Read the question first, the passage second, and never bring outside knowledge. Aim for 25 correct comprehension attempts in 50 minutes — that's already 62.5 marks, almost qualifying on its own. Skip philosophical passages with two equally defensible answers.
The three rules of CSAT comprehension
- Stay inside the passage. Every answer must be derivable from the text alone. If you find yourself thinking "but in reality...", you're already wrong.
- Read the question stem first, then the passage. This primes your eyes to spot relevant lines instead of memorising the whole passage.
- Eliminate, don't select. Find the option that contradicts the passage, and the other three become candidates.

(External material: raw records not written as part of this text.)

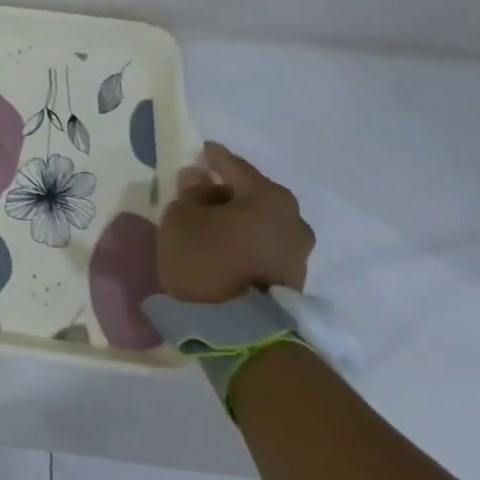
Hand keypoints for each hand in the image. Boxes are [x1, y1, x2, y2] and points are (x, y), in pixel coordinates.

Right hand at [159, 142, 314, 303]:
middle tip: (199, 189)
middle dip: (226, 189)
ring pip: (260, 220)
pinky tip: (223, 243)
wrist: (238, 330)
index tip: (201, 149)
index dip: (213, 157)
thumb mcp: (181, 218)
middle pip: (252, 193)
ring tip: (209, 220)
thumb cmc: (205, 261)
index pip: (234, 166)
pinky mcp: (293, 276)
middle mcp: (293, 219)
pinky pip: (264, 242)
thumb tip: (200, 179)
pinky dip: (244, 237)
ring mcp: (298, 250)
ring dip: (236, 216)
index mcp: (268, 197)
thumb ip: (190, 193)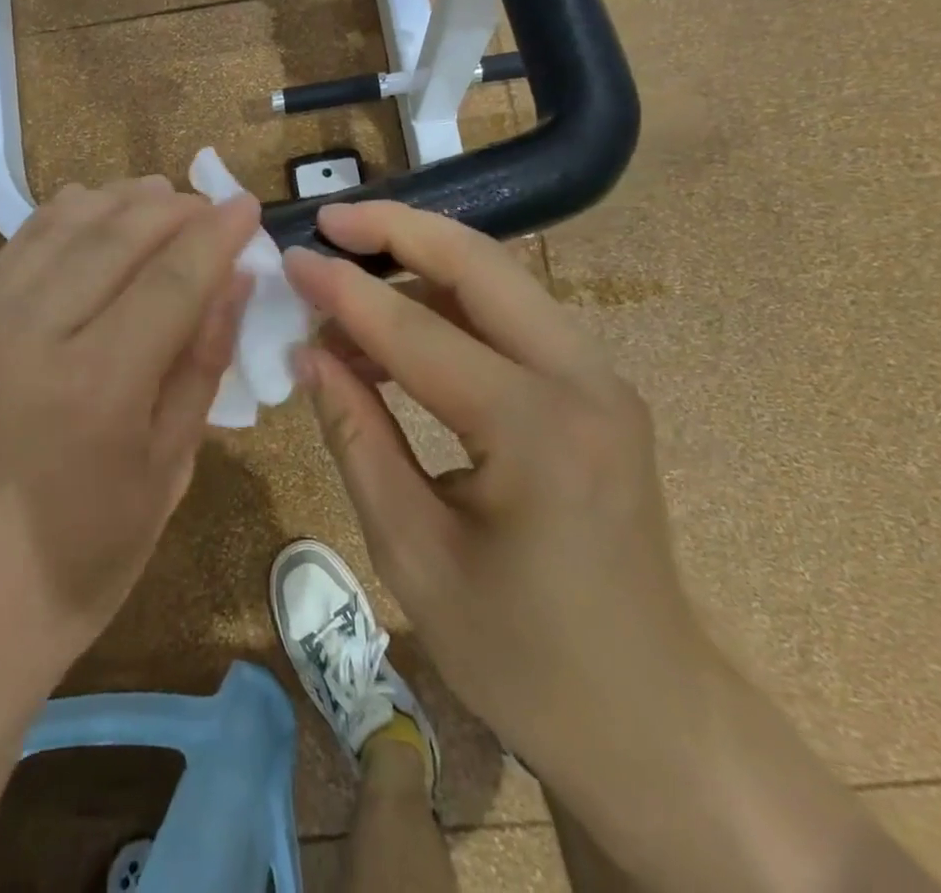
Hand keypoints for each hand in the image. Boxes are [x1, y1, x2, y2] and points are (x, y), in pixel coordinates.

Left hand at [0, 177, 259, 673]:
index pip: (173, 279)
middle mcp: (35, 337)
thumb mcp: (166, 471)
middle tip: (205, 202)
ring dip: (116, 202)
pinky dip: (58, 219)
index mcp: (100, 384)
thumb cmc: (82, 559)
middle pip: (116, 239)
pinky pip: (13, 251)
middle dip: (171, 209)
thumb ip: (200, 365)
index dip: (216, 235)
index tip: (246, 206)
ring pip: (60, 230)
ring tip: (156, 193)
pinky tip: (88, 209)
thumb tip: (233, 284)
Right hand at [283, 201, 717, 776]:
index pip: (417, 330)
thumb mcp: (413, 554)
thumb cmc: (524, 658)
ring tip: (347, 286)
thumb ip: (357, 438)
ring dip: (421, 266)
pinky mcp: (597, 390)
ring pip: (500, 281)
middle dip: (398, 229)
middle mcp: (583, 381)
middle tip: (330, 221)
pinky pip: (513, 319)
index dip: (343, 292)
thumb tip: (308, 355)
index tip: (289, 259)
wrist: (651, 718)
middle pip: (480, 264)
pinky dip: (450, 306)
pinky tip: (398, 330)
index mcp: (538, 431)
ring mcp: (601, 380)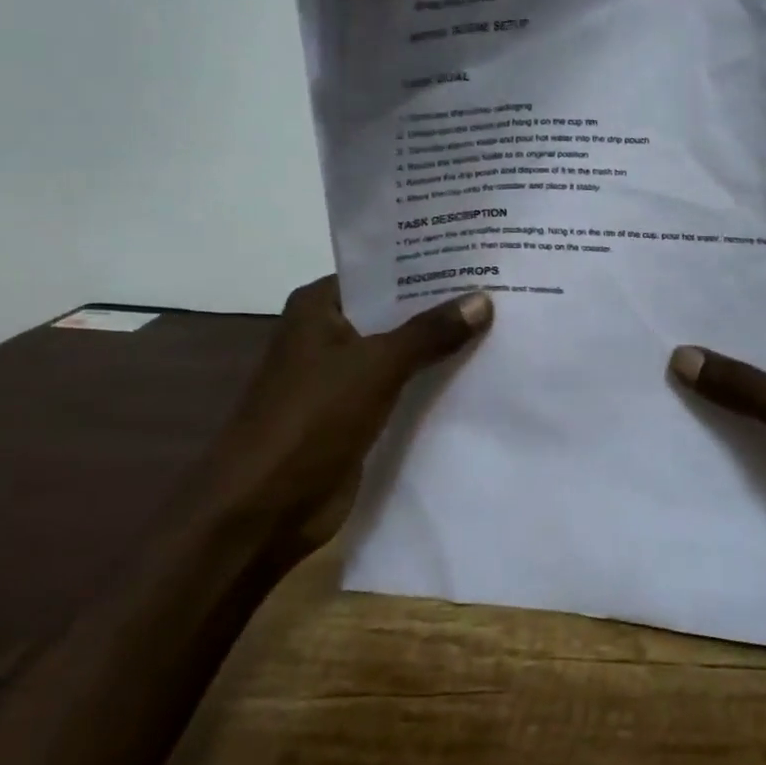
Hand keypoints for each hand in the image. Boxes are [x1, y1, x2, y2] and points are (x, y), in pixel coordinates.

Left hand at [203, 276, 491, 565]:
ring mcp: (342, 378)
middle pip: (395, 312)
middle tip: (501, 290)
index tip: (478, 256)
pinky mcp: (356, 416)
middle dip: (442, 307)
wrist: (264, 509)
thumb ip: (430, 332)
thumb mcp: (376, 365)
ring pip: (401, 353)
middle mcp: (329, 335)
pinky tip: (478, 376)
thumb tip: (482, 298)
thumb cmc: (311, 419)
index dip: (427, 265)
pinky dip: (432, 384)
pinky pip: (402, 389)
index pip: (382, 272)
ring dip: (440, 348)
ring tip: (501, 327)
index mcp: (320, 308)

Common trap types — with examples
| Trap | What it looks like | Defence |
|---|---|---|
| Extreme-word trap | Options with "only", "never", "always", "all", "none" | Usually wrong — passage rarely makes absolute claims |
| Outside-knowledge trap | Option factually true in real world but not in passage | Reject if not in passage, even if you know it's correct |
| Half-right option | One clause correct, another fabricated | Check every clause separately |
| Inverted-cause trap | Passage says A leads to B, option says B leads to A | Re-read the relevant sentence |
| Synonym swap | Option uses synonyms that subtly change meaning | Match against passage wording, not interpretation |
Year-wise comprehension question count
| Year | RC questions | Passages | Difficulty notes |
|---|---|---|---|
| 2021 | ~30 | mostly short | Easy-moderate |
| 2022 | 28 | 15 (incl. 9 Level-3) | Tough; Level-3 inferential passages returned |
| 2023 | ~30 | mixed | Very tough; dense analytical passages |
| 2024 | 27 | mostly short | Direct, fact-based — easier |
| 2025 | ~29 | mixed lengthy | Moderate-tough; comprehension was decisive |
Time budget
Give comprehension 50 minutes out of the 120. With 27–30 RC questions, that's under 2 minutes per question — manageable if you stay disciplined.
The two-pass method
- Pass 1 (35 min): Attempt straight comprehension passages — direct, fact-based, short.
- Pass 2 (15 min): Return to philosophical or two-passage-linked questions with fresh eyes.
Worked scenario — comprehension-first qualifier
You aim to qualify on RC plus minimal maths. Target setup:
- Attempt 27 RC, get 24 right + 3 wrong → 24 × 2.5 − 3 × 0.833 = 57.5
- Attempt 6 reasoning, get 5 right + 1 wrong → 5 × 2.5 − 0.833 = 11.67
- Attempt 4 maths sitters, get 3 right + 1 wrong → 3 × 2.5 − 0.833 = 6.67
Total = 75.84. Comfortable qualification. The 37 unattempted maths questions cost nothing because of skip discipline.
Skip rule
If two options look equally correct and the passage genuinely supports both readings, skip the question. The expected value of a wild guess on RC is negative (you eliminate 2 of 4 options correctly only ~50% of the time). UPSC sometimes prints questions where their own answer key is debated by coaching institutes — don't bleed marks on those.
Topper voices
Ishita Kishore (AIR 1, CSE 2022, CSAT 91.97): "Consistent newspaper reading proved highly beneficial across all three stages, with this habit enhancing softer skills, particularly comprehension in CSAT."
Anudeep Durishetty (AIR 1, CSE 2017): "Read editorials with a question in mind. After reading any opinion piece, ask yourself — what is the author's core argument, what evidence is offered, what is implicit, and what is explicit?" This is exactly the muscle CSAT comprehension tests.
Daily practice template (60 days to Prelims)
- Morning (30 min): One Hindu editorial + one Indian Express op-ed. Write a 3-line summary capturing thesis, evidence, conclusion.
- Evening (20 min): Solve 4 CSAT-style passages from a PYQ or test series.
- Weekly: One full RC section under timed conditions.
After 60 days, comprehension feels like reading your own notes.
Mentor's takeaway
In a tough-CSAT year, RC alone may not save you. In a moderate year, RC + 5 maths sitters is enough. Either way, comprehension is the most reliable scoring asset on the paper — invest in it before anything else.